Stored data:

★ ★ ★ ★ ★ ★ ★

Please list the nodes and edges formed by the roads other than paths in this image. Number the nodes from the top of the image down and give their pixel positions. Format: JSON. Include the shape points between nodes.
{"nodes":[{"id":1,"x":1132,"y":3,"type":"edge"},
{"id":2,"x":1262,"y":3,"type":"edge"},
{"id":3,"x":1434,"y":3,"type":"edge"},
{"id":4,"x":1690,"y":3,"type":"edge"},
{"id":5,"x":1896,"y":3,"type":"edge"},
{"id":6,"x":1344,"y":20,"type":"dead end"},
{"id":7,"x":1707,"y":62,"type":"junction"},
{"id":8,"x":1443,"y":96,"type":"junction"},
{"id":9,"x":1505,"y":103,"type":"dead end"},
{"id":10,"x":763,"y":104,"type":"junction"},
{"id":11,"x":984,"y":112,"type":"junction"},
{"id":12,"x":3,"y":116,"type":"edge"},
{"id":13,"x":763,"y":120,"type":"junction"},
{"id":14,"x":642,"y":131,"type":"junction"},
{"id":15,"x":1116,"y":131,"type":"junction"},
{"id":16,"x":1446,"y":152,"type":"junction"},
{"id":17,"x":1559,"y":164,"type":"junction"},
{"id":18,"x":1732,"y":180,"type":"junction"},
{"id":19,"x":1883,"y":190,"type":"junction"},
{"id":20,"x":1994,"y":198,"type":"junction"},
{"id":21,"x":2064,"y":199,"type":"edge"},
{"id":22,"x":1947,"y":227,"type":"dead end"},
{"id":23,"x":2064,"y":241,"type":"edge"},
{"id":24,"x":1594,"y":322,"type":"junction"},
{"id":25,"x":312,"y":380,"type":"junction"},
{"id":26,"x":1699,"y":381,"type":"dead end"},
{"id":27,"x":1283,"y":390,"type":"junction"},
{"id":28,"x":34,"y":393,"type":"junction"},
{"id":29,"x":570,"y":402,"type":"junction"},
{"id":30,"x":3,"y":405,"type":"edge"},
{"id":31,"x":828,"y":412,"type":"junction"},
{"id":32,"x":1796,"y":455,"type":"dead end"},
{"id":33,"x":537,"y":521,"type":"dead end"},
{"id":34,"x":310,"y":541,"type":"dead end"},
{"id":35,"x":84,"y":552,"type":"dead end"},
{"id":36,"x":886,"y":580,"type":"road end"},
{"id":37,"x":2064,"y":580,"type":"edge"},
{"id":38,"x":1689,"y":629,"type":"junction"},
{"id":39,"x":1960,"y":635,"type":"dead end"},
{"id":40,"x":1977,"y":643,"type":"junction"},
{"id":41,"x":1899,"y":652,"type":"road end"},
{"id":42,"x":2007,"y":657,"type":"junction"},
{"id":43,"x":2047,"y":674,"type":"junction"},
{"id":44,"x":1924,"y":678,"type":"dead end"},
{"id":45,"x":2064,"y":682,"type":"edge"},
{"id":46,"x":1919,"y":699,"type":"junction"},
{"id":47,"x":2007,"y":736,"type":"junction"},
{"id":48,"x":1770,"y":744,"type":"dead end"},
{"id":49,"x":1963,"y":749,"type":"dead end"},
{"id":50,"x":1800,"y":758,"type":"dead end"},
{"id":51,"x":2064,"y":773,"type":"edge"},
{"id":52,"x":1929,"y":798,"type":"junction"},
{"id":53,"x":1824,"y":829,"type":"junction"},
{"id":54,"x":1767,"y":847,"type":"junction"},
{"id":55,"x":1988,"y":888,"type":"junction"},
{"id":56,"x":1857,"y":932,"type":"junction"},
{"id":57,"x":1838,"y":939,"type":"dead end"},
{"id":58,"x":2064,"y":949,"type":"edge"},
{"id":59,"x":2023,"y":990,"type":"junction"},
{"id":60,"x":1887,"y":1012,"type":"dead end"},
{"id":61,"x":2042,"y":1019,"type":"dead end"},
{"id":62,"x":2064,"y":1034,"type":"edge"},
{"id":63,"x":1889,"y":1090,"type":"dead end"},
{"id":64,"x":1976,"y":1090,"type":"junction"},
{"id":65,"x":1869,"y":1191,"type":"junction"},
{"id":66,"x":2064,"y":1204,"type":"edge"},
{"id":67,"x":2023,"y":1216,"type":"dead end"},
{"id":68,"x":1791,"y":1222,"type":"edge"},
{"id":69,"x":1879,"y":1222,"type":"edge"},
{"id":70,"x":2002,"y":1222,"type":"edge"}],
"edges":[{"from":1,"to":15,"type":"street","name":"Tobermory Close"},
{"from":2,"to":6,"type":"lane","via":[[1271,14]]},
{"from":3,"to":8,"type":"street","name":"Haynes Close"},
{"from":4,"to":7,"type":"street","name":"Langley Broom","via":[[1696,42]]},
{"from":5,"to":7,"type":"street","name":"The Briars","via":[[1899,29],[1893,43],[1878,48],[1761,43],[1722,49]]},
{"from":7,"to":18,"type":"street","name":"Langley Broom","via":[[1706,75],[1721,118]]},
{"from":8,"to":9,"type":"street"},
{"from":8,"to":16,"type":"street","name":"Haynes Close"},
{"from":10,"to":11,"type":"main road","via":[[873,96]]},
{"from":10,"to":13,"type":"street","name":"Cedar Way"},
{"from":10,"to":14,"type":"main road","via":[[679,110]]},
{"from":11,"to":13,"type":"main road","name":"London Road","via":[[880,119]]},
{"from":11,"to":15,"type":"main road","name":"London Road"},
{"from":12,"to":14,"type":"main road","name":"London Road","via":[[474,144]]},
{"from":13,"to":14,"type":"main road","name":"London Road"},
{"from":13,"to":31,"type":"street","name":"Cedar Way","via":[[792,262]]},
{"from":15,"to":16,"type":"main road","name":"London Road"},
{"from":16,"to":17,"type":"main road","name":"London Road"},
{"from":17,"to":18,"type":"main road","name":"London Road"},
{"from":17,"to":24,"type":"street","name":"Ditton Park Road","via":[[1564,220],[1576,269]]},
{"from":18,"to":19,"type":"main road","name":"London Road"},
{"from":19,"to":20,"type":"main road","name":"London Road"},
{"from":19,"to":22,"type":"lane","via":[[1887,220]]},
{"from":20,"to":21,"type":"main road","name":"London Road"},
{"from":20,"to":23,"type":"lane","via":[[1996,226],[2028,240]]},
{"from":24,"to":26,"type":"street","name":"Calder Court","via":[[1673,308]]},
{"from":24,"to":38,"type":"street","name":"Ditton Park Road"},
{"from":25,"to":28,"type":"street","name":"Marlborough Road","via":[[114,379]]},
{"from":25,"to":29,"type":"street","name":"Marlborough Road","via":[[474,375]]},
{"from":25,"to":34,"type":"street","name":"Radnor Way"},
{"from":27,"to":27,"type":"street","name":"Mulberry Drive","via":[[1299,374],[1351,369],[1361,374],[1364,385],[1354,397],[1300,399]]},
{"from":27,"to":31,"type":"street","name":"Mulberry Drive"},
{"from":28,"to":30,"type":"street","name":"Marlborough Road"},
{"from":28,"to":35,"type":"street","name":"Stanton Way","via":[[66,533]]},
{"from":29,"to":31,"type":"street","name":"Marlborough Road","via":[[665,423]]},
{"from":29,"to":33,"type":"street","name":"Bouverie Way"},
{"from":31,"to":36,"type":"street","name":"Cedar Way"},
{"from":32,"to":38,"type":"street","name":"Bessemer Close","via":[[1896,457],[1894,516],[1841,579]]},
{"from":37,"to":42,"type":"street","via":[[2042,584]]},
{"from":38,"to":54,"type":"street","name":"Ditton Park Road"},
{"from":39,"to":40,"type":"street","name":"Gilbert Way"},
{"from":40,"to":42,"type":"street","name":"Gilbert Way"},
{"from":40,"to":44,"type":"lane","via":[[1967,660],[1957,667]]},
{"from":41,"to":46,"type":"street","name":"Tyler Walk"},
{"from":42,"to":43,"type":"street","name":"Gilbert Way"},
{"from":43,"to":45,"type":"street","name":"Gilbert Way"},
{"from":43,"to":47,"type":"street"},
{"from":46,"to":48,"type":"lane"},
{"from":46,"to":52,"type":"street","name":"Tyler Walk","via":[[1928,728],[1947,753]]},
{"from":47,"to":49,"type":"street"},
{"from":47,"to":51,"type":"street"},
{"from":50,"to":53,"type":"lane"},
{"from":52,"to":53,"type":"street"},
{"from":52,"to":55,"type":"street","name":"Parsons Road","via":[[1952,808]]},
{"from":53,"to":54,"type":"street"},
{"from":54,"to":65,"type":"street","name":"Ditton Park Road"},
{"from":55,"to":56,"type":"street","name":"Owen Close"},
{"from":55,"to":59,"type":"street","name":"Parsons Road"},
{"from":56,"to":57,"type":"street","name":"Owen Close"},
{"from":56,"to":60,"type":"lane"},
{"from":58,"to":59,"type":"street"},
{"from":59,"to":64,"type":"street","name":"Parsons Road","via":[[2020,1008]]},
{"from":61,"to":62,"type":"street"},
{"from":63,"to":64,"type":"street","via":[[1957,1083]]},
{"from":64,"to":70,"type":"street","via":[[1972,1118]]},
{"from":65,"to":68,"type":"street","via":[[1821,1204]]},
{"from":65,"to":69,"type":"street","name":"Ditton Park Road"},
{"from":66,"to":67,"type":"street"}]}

★ ★ ★ ★ ★ ★ ★

What the exercise asks – Find the lines above holding the word "Owen" and show them.

Your response –
{"from":55,"to":56,"type":"street","name":"Owen Close"},
{"from":56,"to":57,"type":"street","name":"Owen Close"},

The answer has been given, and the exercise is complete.